**PROVIDED DATA**
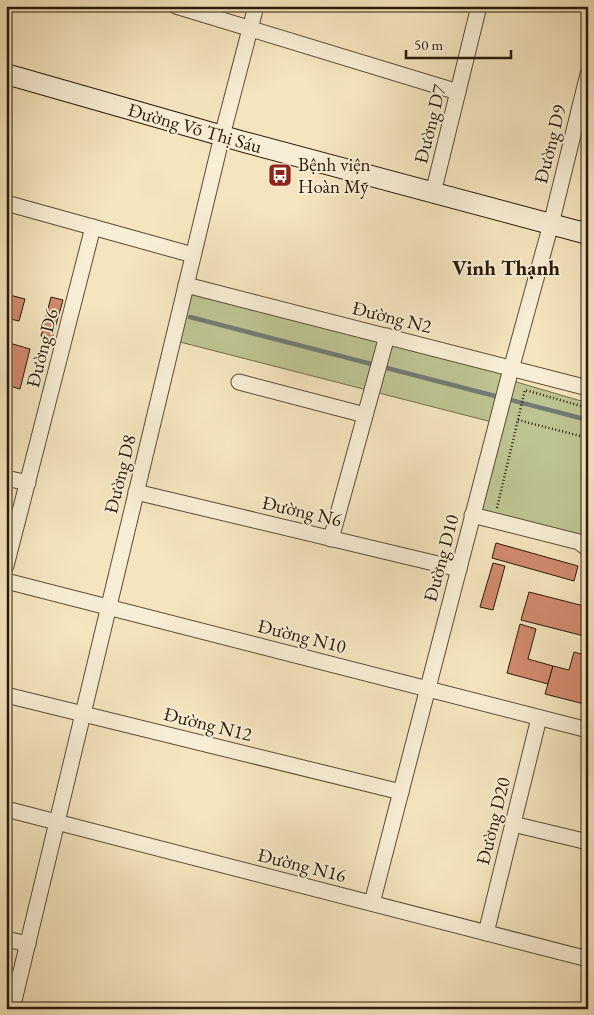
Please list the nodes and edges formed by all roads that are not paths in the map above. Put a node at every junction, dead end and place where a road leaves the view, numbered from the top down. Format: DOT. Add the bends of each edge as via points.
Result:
graph roads {
  1 [pos="176,6"];
  2 [pos="256,6"];
  3 [pos="479,6"];
  4 [pos="250,29"];
  5 [pos="6,74"];
  6 [pos="588,74"];
  7 [pos="458,92"];
  8 [pos="222,136"];
  9 [pos="433,193"];
  10 [pos="6,203"];
  11 [pos="551,224"];
  12 [pos="94,228"];
  13 [pos="588,234"];
  14 [pos="194,255"];
  15 [pos="186,284"];
  16 [pos="387,336"];
  17 [pos="511,368"];
  18 [pos="239,382"];
  19 [pos="588,388"];
  20 [pos="365,415"];
  21 [pos="6,478"];
  22 [pos="28,483"];
  23 [pos="136,492"];
  24 [pos="472,516"];
  25 [pos="331,539"];
  26 [pos="588,549"];
  27 [pos="6,566"];
  28 [pos="459,569"];
  29 [pos="6,581"];
  30 [pos="109,607"];
  31 [pos="428,689"];
  32 [pos="6,696"];
  33 [pos="83,714"];
  34 [pos="539,718"];
  35 [pos="588,730"];
  36 [pos="401,792"];
  37 [pos="6,809"];
  38 [pos="57,822"];
  39 [pos="513,824"];
  40 [pos="588,842"];
  41 [pos="372,903"];
  42 [pos="486,933"];
  43 [pos="6,939"];
  44 [pos="28,944"];
  45 [pos="588,959"];
  46 [pos="12,1009"];
  1 -- 4 [label="street"];
  2 -- 4 [label="street, Đường D8"];
  3 -- 7 [label="street, Đường D7"];
  4 -- 7 [label="street"];
  4 -- 8 [label="street, Đường D8"];
  5 -- 8 [label="main road, Đường Võ Thị Sáu"];
  6 -- 11 [label="street, Đường D9"];
  7 -- 9 [label="street, Đường D7"];
  8 -- 9 [label="main road, Đường Võ Thị Sáu"];
  8 -- 14 [label="street, Đường D8"];
  9 -- 11 [label="main road, Đường Võ Thị Sáu"];
  10 -- 12 [label="street"];
  11 -- 13 [label="main road, Đường Võ Thị Sáu"];
  11 -- 17 [label="street, Đường D10"];
  12 -- 14 [label="street"];
  12 -- 22 [label="street, Đường D6"];
  14 -- 15 [label="street, Đường D8"];
  15 -- 16 [label="street, Đường N2"];
  15 -- 23 [label="street, Đường D8"];
  16 -- 17 [label="street, Đường N2"];
  16 -- 20 [label="street"];
  17 -- 19 [label="street, Đường N2"];
  17 -- 24 [label="street, Đường D10"];
  18 -- 20 [label="street"];
  20 -- 25 [label="street"];
  21 -- 22 [label="street"];
  22 -- 27 [label="street, Đường D6"];
  23 -- 25 [label="street, Đường N6"];
  23 -- 30 [label="street, Đường D8"];
  24 -- 26 [label="street" via="579,542"];
  24 -- 28 [label="street, Đường D10"];
  25 -- 28 [label="street, Đường N6"];
  28 -- 31 [label="street, Đường D10"];
  29 -- 30 [label="street, Đường N10"];
  30 -- 31 [label="street, Đường N10"];
  30 -- 33 [label="street, Đường D8"];
  31 -- 34 [label="street, Đường N10"];
  31 -- 36 [label="street, Đường D10"];
  32 -- 33 [label="street, Đường N12"];
  33 -- 36 [label="street, Đường N12"];
  33 -- 38 [label="street, Đường D8"];
  34 -- 35 [label="street, Đường N10"];
  34 -- 39 [label="street, Đường D20"];
  36 -- 41 [label="street, Đường D10"];
  37 -- 38 [label="street, Đường N16"];
  38 -- 41 [label="street, Đường N16"];
  38 -- 44 [label="street"];
  39 -- 40 [label="street"];
  39 -- 42 [label="street, Đường D20"];
  41 -- 42 [label="street, Đường N16"];
  42 -- 45 [label="street, Đường N16"];
  43 -- 44 [label="street"];
  44 -- 46 [label="street"];
}
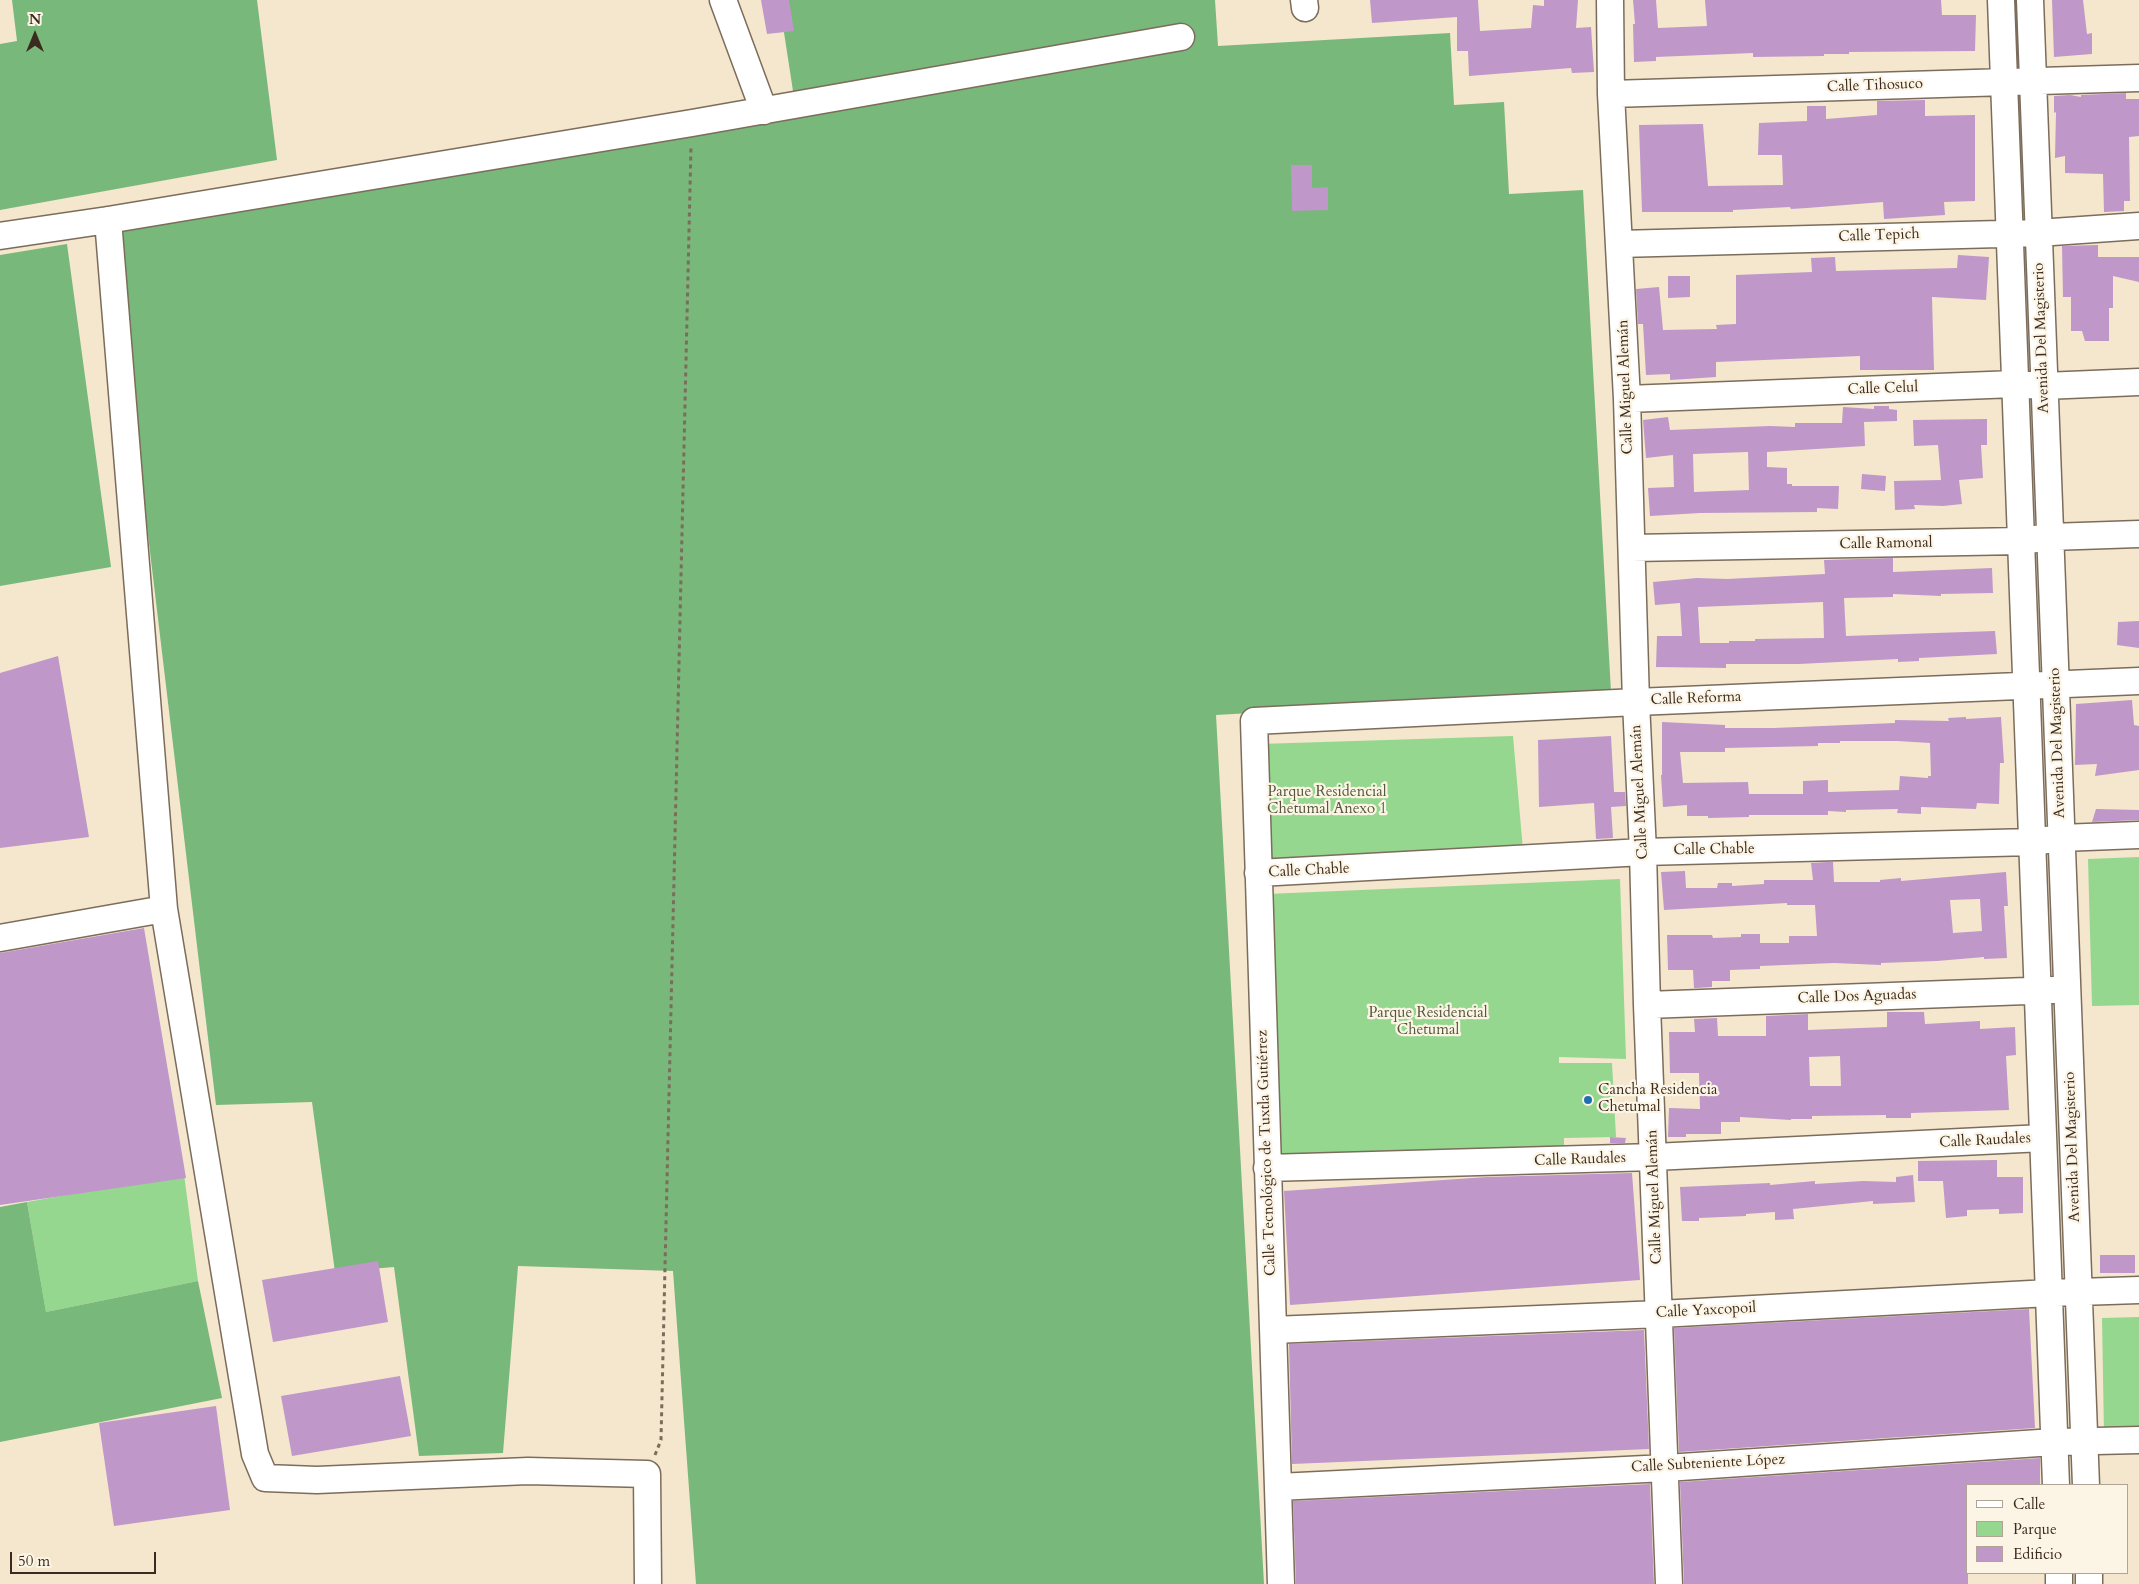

**EXERCISE INSTRUCTIONS**
Output every entry above exactly as written, but omit the pictures.

**TASK SOLUTION**
Please list the nodes and edges formed by all roads that are not paths in the map above. Put a node at every junction, dead end and place where a road leaves the view, numbered from the top down. Format: DOT. Add the bends of each edge as via points.
Result:
graph roads {
  1 [pos="176,6"];
  2 [pos="256,6"];
  3 [pos="479,6"];
  4 [pos="250,29"];
  5 [pos="6,74"];
  6 [pos="588,74"];
  7 [pos="458,92"];
  8 [pos="222,136"];
  9 [pos="433,193"];
  10 [pos="6,203"];
  11 [pos="551,224"];
  12 [pos="94,228"];
  13 [pos="588,234"];
  14 [pos="194,255"];
  15 [pos="186,284"];
  16 [pos="387,336"];
  17 [pos="511,368"];
  18 [pos="239,382"];
  19 [pos="588,388"];
  20 [pos="365,415"];
  21 [pos="6,478"];
  22 [pos="28,483"];
  23 [pos="136,492"];
  24 [pos="472,516"];
  25 [pos="331,539"];
  26 [pos="588,549"];
  27 [pos="6,566"];
  28 [pos="459,569"];
  29 [pos="6,581"];
  30 [pos="109,607"];
  31 [pos="428,689"];
  32 [pos="6,696"];
  33 [pos="83,714"];
  34 [pos="539,718"];
  35 [pos="588,730"];
  36 [pos="401,792"];
  37 [pos="6,809"];
  38 [pos="57,822"];
  39 [pos="513,824"];
  40 [pos="588,842"];
  41 [pos="372,903"];
  42 [pos="486,933"];
  43 [pos="6,939"];
  44 [pos="28,944"];
  45 [pos="588,959"];
  46 [pos="12,1009"];
  1 -- 4 [label="street"];
  2 -- 4 [label="street, Đường D8"];
  3 -- 7 [label="street, Đường D7"];
  4 -- 7 [label="street"];
  4 -- 8 [label="street, Đường D8"];
  5 -- 8 [label="main road, Đường Võ Thị Sáu"];
  6 -- 11 [label="street, Đường D9"];
  7 -- 9 [label="street, Đường D7"];
  8 -- 9 [label="main road, Đường Võ Thị Sáu"];
  8 -- 14 [label="street, Đường D8"];
  9 -- 11 [label="main road, Đường Võ Thị Sáu"];
  10 -- 12 [label="street"];
  11 -- 13 [label="main road, Đường Võ Thị Sáu"];
  11 -- 17 [label="street, Đường D10"];
  12 -- 14 [label="street"];
  12 -- 22 [label="street, Đường D6"];
  14 -- 15 [label="street, Đường D8"];
  15 -- 16 [label="street, Đường N2"];
  15 -- 23 [label="street, Đường D8"];
  16 -- 17 [label="street, Đường N2"];
  16 -- 20 [label="street"];
  17 -- 19 [label="street, Đường N2"];
  17 -- 24 [label="street, Đường D10"];
  18 -- 20 [label="street"];
  20 -- 25 [label="street"];
  21 -- 22 [label="street"];
  22 -- 27 [label="street, Đường D6"];
  23 -- 25 [label="street, Đường N6"];
  23 -- 30 [label="street, Đường D8"];
  24 -- 26 [label="street" via="579,542"];
  24 -- 28 [label="street, Đường D10"];
  25 -- 28 [label="street, Đường N6"];
  28 -- 31 [label="street, Đường D10"];
  29 -- 30 [label="street, Đường N10"];
  30 -- 31 [label="street, Đường N10"];
  30 -- 33 [label="street, Đường D8"];
  31 -- 34 [label="street, Đường N10"];
  31 -- 36 [label="street, Đường D10"];
  32 -- 33 [label="street, Đường N12"];
  33 -- 36 [label="street, Đường N12"];
  33 -- 38 [label="street, Đường D8"];
  34 -- 35 [label="street, Đường N10"];
  34 -- 39 [label="street, Đường D20"];
  36 -- 41 [label="street, Đường D10"];
  37 -- 38 [label="street, Đường N16"];
  38 -- 41 [label="street, Đường N16"];
  38 -- 44 [label="street"];
  39 -- 40 [label="street"];
  39 -- 42 [label="street, Đường D20"];
  41 -- 42 [label="street, Đường N16"];
  42 -- 45 [label="street, Đường N16"];
  43 -- 44 [label="street"];
  44 -- 46 [label="street"];
}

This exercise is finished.